DATASET EXTRACT:
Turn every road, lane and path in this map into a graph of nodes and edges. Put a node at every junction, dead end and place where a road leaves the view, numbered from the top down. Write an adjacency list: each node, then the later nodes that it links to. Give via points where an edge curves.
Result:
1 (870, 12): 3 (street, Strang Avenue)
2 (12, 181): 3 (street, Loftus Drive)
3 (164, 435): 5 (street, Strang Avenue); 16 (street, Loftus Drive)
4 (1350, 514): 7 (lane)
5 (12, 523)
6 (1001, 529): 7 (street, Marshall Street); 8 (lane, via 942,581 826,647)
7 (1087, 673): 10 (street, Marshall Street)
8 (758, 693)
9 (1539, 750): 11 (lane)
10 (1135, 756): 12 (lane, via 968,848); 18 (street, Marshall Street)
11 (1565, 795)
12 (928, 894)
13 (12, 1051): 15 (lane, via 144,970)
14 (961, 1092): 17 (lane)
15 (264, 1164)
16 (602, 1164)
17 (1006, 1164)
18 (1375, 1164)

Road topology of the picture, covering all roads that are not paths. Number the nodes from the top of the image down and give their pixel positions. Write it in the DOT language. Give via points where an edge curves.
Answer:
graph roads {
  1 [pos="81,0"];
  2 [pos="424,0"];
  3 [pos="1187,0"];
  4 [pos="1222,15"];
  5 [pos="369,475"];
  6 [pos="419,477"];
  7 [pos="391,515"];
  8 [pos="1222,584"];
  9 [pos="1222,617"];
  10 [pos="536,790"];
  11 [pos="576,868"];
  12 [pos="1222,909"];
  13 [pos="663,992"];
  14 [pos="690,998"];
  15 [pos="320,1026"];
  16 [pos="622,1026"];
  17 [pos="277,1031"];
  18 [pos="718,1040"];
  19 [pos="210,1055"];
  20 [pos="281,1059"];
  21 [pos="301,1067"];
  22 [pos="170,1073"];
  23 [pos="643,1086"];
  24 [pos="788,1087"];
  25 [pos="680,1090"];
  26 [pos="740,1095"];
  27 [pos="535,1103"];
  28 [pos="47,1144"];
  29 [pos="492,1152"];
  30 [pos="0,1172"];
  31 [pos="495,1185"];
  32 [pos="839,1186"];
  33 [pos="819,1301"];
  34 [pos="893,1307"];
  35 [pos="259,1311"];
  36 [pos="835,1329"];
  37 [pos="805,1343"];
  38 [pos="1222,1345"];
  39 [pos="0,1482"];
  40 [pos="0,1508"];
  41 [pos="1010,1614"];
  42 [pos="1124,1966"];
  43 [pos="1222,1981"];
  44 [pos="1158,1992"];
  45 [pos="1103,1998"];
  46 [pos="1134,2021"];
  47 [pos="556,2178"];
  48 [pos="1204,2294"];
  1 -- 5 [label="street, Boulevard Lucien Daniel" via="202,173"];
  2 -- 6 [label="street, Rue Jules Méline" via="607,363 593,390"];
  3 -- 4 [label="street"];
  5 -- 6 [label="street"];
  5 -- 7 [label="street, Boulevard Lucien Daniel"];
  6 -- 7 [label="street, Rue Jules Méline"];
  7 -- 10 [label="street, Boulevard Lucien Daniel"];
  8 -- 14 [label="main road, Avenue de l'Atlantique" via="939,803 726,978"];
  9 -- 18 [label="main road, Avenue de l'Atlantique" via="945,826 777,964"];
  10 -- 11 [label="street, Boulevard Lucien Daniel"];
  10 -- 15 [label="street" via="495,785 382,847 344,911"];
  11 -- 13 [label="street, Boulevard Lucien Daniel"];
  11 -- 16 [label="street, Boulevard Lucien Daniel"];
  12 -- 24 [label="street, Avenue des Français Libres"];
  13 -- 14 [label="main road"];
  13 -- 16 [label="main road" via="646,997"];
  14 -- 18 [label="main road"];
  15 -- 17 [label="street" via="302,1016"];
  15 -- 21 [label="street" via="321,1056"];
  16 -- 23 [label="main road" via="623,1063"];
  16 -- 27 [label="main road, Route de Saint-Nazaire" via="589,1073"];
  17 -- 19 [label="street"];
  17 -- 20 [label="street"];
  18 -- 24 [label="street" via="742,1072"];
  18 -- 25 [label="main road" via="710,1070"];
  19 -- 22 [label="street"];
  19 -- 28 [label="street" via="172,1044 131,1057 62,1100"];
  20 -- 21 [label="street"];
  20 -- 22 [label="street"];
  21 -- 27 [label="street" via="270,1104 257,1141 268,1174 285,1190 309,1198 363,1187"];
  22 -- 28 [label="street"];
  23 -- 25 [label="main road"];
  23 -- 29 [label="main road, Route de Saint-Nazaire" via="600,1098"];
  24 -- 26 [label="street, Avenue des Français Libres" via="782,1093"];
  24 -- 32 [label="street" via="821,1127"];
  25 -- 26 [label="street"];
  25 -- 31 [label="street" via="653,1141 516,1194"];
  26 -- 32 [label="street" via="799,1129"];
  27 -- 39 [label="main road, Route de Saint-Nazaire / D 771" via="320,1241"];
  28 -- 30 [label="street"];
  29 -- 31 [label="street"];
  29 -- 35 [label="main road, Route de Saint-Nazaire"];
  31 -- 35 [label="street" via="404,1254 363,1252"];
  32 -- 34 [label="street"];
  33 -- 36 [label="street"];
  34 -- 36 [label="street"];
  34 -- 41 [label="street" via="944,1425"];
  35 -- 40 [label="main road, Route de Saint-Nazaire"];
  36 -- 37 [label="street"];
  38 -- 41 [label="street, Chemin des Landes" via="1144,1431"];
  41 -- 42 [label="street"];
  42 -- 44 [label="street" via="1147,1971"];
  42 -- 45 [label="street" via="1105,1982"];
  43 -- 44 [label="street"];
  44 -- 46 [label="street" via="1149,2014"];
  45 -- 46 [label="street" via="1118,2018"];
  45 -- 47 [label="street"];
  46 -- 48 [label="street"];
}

DESCRIPTION OF THE TASK:
When a line in the records above contains the word "graph", copy it.

RESULT OF THIS EXERCISE:
Turn every road, lane and path in this map into a graph of nodes and edges. Put a node at every junction, dead end and place where a road leaves the view, numbered from the top down. Write an adjacency list: each node, then the later nodes that it links to. Give via points where an edge curves.
graph roads {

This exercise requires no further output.